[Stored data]
BEGIN

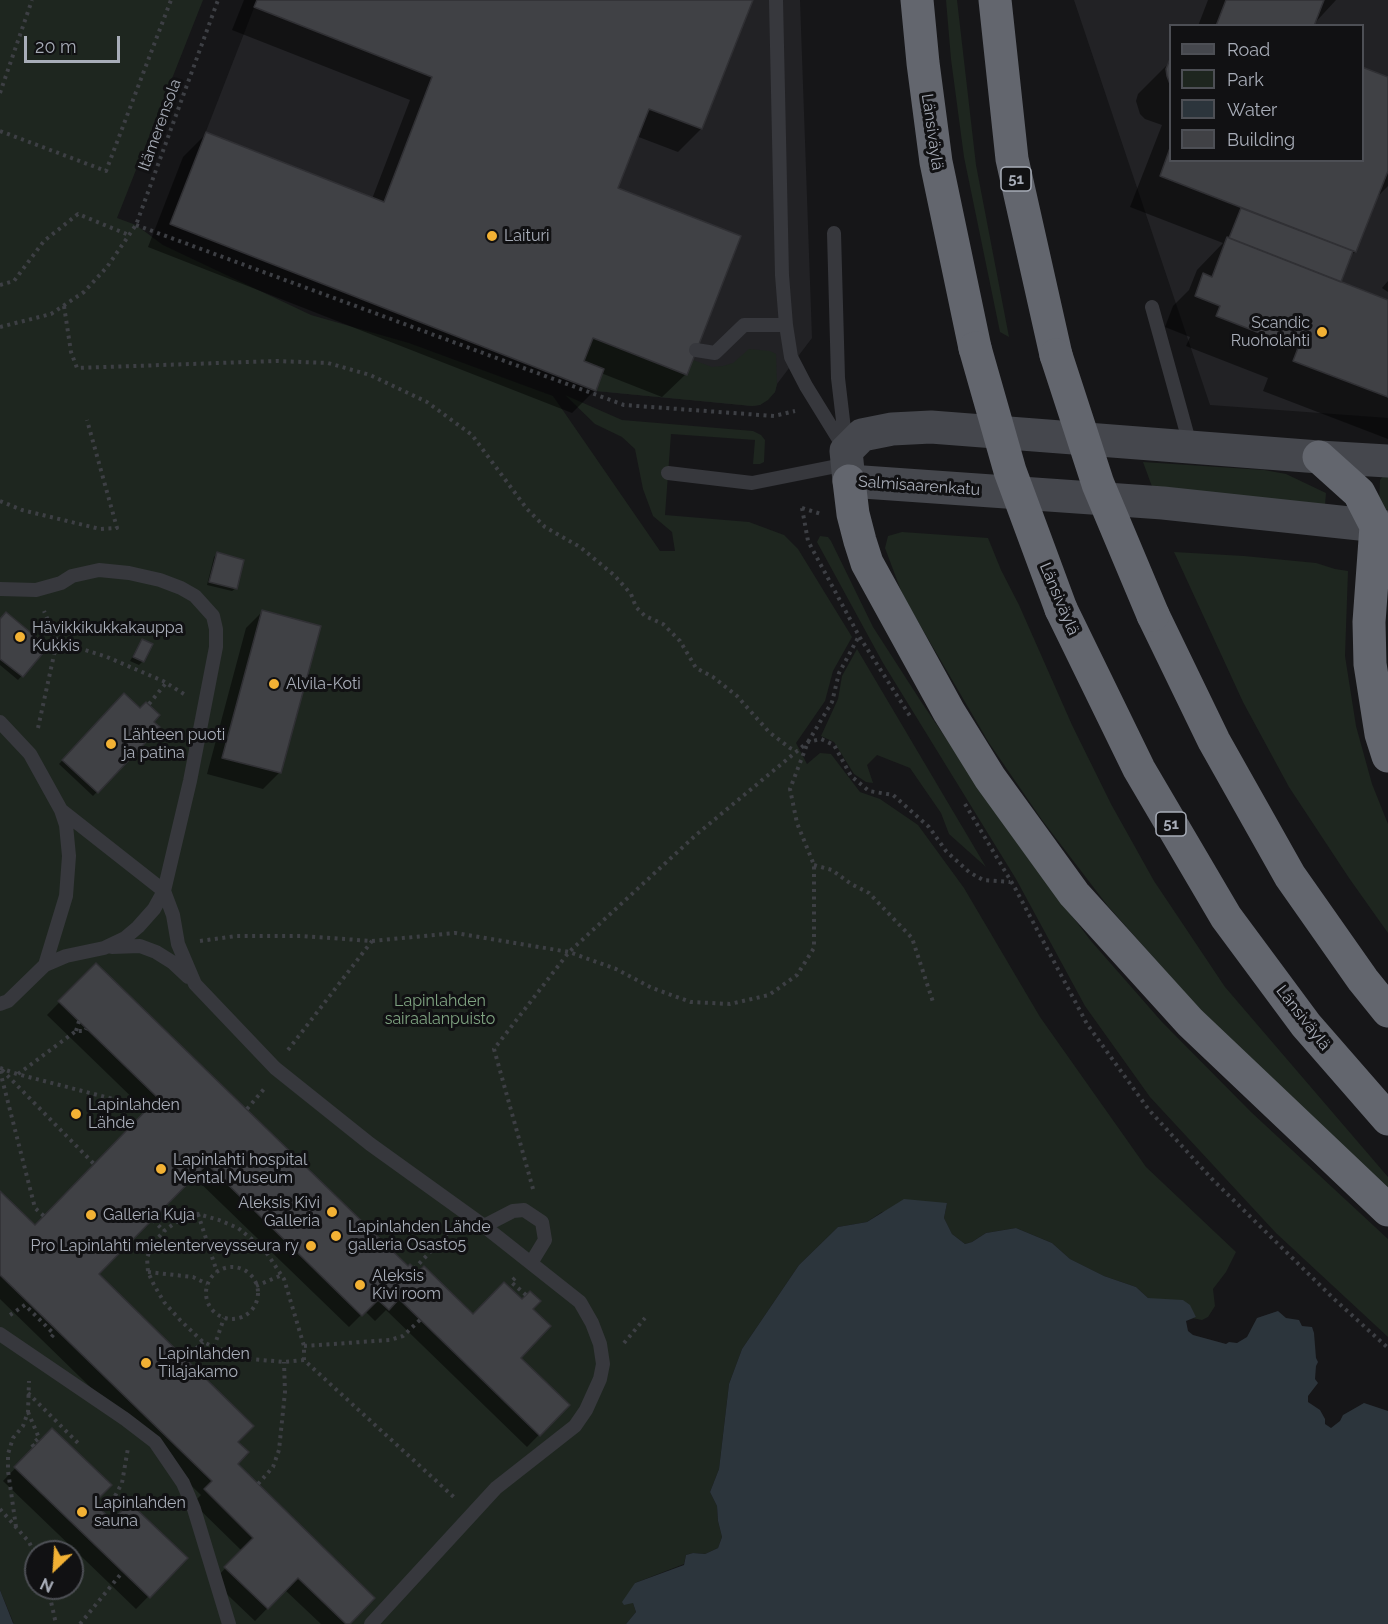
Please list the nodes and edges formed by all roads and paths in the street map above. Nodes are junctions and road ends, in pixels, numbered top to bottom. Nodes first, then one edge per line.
1 (32, 0) edge
2 (171, 0) edge
3 (218, 0) edge
4 (776, 0) edge
5 (917, 0) edge
6 (995, 0) edge
7 (0, 93) edge
8 (0, 131) edge
9 (136, 225) junction
10 (834, 233) dead end
11 (129, 235) junction
12 (0, 285) edge
13 (64, 306) junction
14 (1152, 308) dead end
15 (786, 325) junction
16 (0, 327) edge
17 (696, 350) dead end
18 (774, 416) dead end
19 (87, 420) dead end
20 (1191, 447) junction
21 (1319, 457) junction
22 (1388, 461) edge
23 (848, 465) junction
24 (668, 473) dead end
25 (0, 501) edge
26 (802, 508) dead end
27 (1382, 526) edge
28 (0, 589) edge
29 (36, 590) junction
30 (859, 636) junction
31 (57, 641) junction
32 (166, 683) junction
33 (149, 705) dead end
34 (205, 707) junction
35 (913, 720) dead end
36 (0, 723) edge
37 (808, 742) junction
38 (797, 751) junction
39 (30, 754) junction
40 (1388, 756) edge
41 (960, 796) dead end
42 (61, 810) junction
43 (814, 865) junction
44 (1011, 882) junction
45 (164, 891) junction
46 (372, 941) junction
47 (178, 944) junction
48 (104, 948) junction
49 (569, 952) junction
50 (45, 965) junction
51 (195, 984) junction
52 (933, 1002) dead end
53 (0, 1004) edge
54 (1388, 1011) edge
55 (79, 1022) dead end
56 (86, 1029) dead end
57 (76, 1031) junction
58 (275, 1068) junction
59 (0, 1069) edge
60 (17, 1074) junction
61 (3, 1082) junction
62 (0, 1090) edge
63 (148, 1108) dead end
64 (247, 1109) dead end
65 (1388, 1119) edge
66 (94, 1164) dead end
67 (1388, 1210) edge
68 (198, 1214) junction
69 (466, 1215) junction
70 (44, 1216) dead end
71 (153, 1220) dead end
72 (542, 1221) junction
73 (484, 1226) junction
74 (164, 1231) junction
75 (531, 1263) junction
76 (414, 1269) dead end
77 (148, 1272) junction
78 (218, 1272) junction
79 (282, 1275) junction
80 (511, 1282) dead end
81 (207, 1284) junction
82 (256, 1286) junction
83 (526, 1295) dead end
84 (25, 1305) dead end
85 (224, 1318) junction
86 (420, 1319) dead end
87 (0, 1334) edge
88 (54, 1334) dead end
89 (203, 1342) junction
90 (304, 1346) junction
91 (214, 1347) junction
92 (1388, 1348) edge
93 (27, 1351) junction
94 (185, 1359) dead end
95 (304, 1360) junction
96 (284, 1362) junction
97 (27, 1393) junction
98 (28, 1412) junction
99 (132, 1424) junction
100 (81, 1446) dead end
101 (34, 1447) dead end
102 (258, 1484) dead end
103 (116, 1496) dead end
104 (0, 1509) edge
105 (472, 1514) junction
106 (16, 1527) junction
107 (27, 1540) edge
108 (120, 1575) dead end
109 (51, 1600) edge
110 (57, 1624) edge
111 (80, 1624) edge
112 (229, 1624) edge
113 (371, 1624) edge

1 - 7 path
2 - 8 path
3 - 9 path, Itämerensola
4 - 15 lane
5 - 65 highway, Länsiväylä / 51, bridge
6 - 54 highway, 51, bridge
9 - 11 path, Itämerensola
9 - 18 path
10 - 23 lane
11 - 12 path
11 - 13 path, Itämerensola
13 - 16 path, Itämerensola
13 - 38 path
14 - 20 lane
15 - 17 lane
15 - 23 lane
19 - 25 path
20 - 21 main road
20 - 23 main road
21 - 22 main road
21 - 27 highway
23 - 24 lane
23 - 27 main road, Salmisaarenkatu
23 - 67 highway
26 - 30 path
27 - 40 highway
28 - 29 lane
29 - 31 path
29 - 34 lane
30 - 35 path
30 - 37 path
31 - 32 path
31 - 39 path
32 - 33 path
32 - 34 path
34 - 45 lane
36 - 39 lane
37 - 38 path
37 - 43 path
37 - 44 path
38 - 49 path
39 - 42 lane
41 - 44 path
42 - 45 lane
42 - 50 lane
43 - 49 path
43 - 52 path
44 - 92 path
45 - 47 lane
45 - 48 lane
46 - 47 path
46 - 49 path
46 - 58 path
47 - 51 lane
48 - 50 lane
48 - 51 lane
49 - 72 path
50 - 53 lane
51 - 58 lane
55 - 57 path
56 - 57 path
57 - 60 path
58 - 64 path
58 - 69 lane
59 - 60 path
59 - 61 path
59 - 66 path
60 - 63 path
61 - 62 path
61 - 70 path
68 - 74 path
68 - 78 path
68 - 79 path
69 - 73 lane
69 - 76 path
71 - 74 path
72 - 73 lane
72 - 75 lane
73 - 75 lane
74 - 77 path
75 - 105 lane
77 - 81 path
77 - 89 path
78 - 81 path
78 - 82 path
79 - 82 path
79 - 90 path
80 - 83 path
81 - 85 path
82 - 85 path
84 - 88 path
85 - 91 path
86 - 90 path
87 - 93 lane
89 - 91 path
89 - 94 path
90 - 95 path
91 - 96 path
93 - 97 path
93 - 99 lane
95 - 96 path
95 - 105 path
96 - 102 path
97 - 98 path
97 - 100 path
98 - 101 path
98 - 106 path
99 - 103 path
99 - 112 lane
104 - 106 path
105 - 113 lane
106 - 107 path
108 - 111 path
109 - 110 path

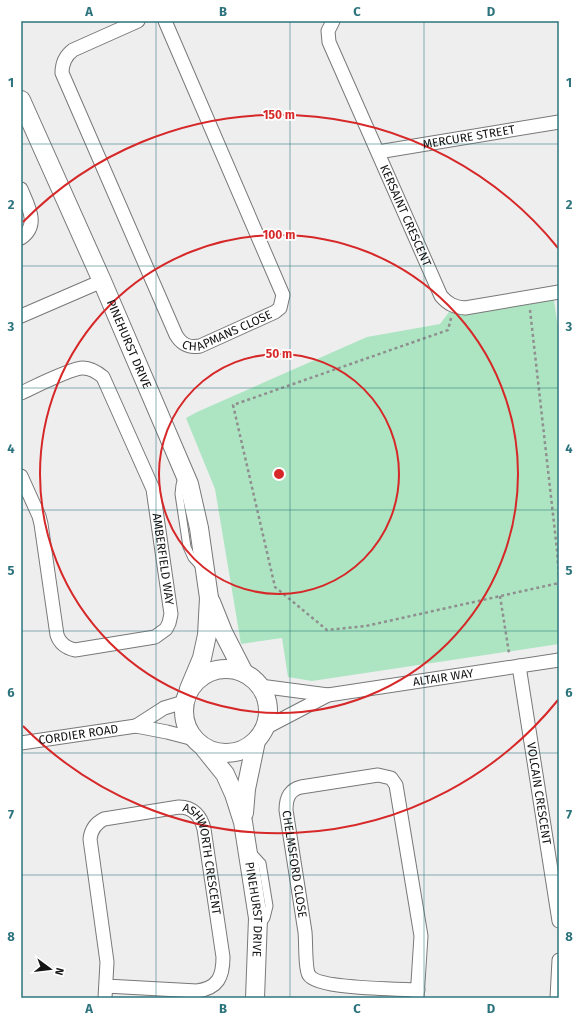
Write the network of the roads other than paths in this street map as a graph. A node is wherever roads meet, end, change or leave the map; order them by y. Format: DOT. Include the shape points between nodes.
graph roads {
  1 [pos="138,21"];
  2 [pos="164,21"];
  3 [pos="332,21"];
  4 [pos="21,100"];
  5 [pos="559,122"];
  6 [pos="378,152"];
  7 [pos="21,190"];
  8 [pos="21,238"];
  9 [pos="102,281"];
  10 [pos="559,292"];
  11 [pos="21,316"];
  12 [pos="21,393"];
  13 [pos="21,476"];
  14 [pos="209,598"];
  15 [pos="559,660"];
  16 [pos="515,666"];
  17 [pos="244,673"];
  18 [pos="260,686"];
  19 [pos="186,695"];
  20 [pos="328,695"];
  21 [pos="136,726"];
  22 [pos="260,734"];
  23 [pos="21,743"];
  24 [pos="199,744"];
  25 [pos="243,822"];
  26 [pos="559,921"];
  27 [pos="559,960"];
  28 [pos="106,992"];
  29 [pos="418,994"];
  30 [pos="255,998"];
  31 [pos="557,998"];
  1 -- 2 [label="street, CHAPMANS CLOSE" via="73,50 65,58 62,73 176,335 183,344 194,347 275,312 280,308 283,295"];
  3 -- 6 [label="street, KERSAINT CRESCENT" via="328,31 328,42"];
  4 -- 9 [label="street, PINEHURST DRIVE"];
  5 -- 6 [label="street, MERCURE STREET"];
  6 -- 10 [label="street, KERSAINT CRESCENT" via="436,288 446,302 454,306 472,307"];
  7 -- 8 [label="street" via="32,218 29,231"];
  9 -- 11 [label="street"];
  9 -- 14 [label="street, PINEHURST DRIVE" via="189,484"];
  12 -- 13 [label="street, AMBERFIELD WAY" via="77,369 90,368 103,377 153,489 172,614 166,629 155,637 75,650 60,642 41,524"];
  14 -- 17 [label="street, PINEHURST DRIVE"];
  14 -- 19 [label="street, PINEHURST DRIVE" via="207,635 202,658"];
  15 -- 16 [label="street, ALTAIR WAY"];
  16 -- 20 [label="street, ALTAIR WAY"];
  16 -- 26 [label="street, VOLCAIN CRESCENT"];
  17 -- 18 [label="street"];
  17 -- 19 [label="street" via="222,668 209,672 197,679"];
  18 -- 20 [label="street, ALTAIR WAY"];
  18 -- 22 [label="street" via="267,699 268,714"];
  19 -- 21 [label="street, CORDIER ROAD"];
  19 -- 24 [label="street" via="183,715 187,728"];
  20 -- 22 [label="street, ALTAIR WAY"];
  21 -- 23 [label="street, CORDIER ROAD"];
  21 -- 24 [label="street, CORDIER ROAD" via="167,732"];
  22 -- 24 [label="street" via="244,749 230,754 217,753"];
  22 -- 25 [label="street, PINEHURST DRIVE" via="246,789"];
  24 -- 25 [label="street, PINEHURST DRIVE" via="225,774"];
  25 -- 30 [label="street, PINEHURST DRIVE" via="258,918"];
  27 -- 31 [label="street"];
  28 -- 28 [label="street, ASHWORTH CRESCENT" via="107,962 90,839 92,830 104,819 175,807 188,808 197,813 204,829 223,957 222,973 218,981 206,990"];
  29 -- 29 [label="street, CHELMSFORD CLOSE" via="421,936 396,785 391,778 378,775 293,790 287,799 286,810 305,932 308,974 319,982 335,985"];
}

END

**Activity:** Which lines of the data contain "CLOSE"? Copy them all.

**Problem solution:**
  1 -- 2 [label="street, CHAPMANS CLOSE" via="73,50 65,58 62,73 176,335 183,344 194,347 275,312 280,308 283,295"];
  29 -- 29 [label="street, CHELMSFORD CLOSE" via="421,936 396,785 391,778 378,775 293,790 287,799 286,810 305,932 308,974 319,982 335,985"];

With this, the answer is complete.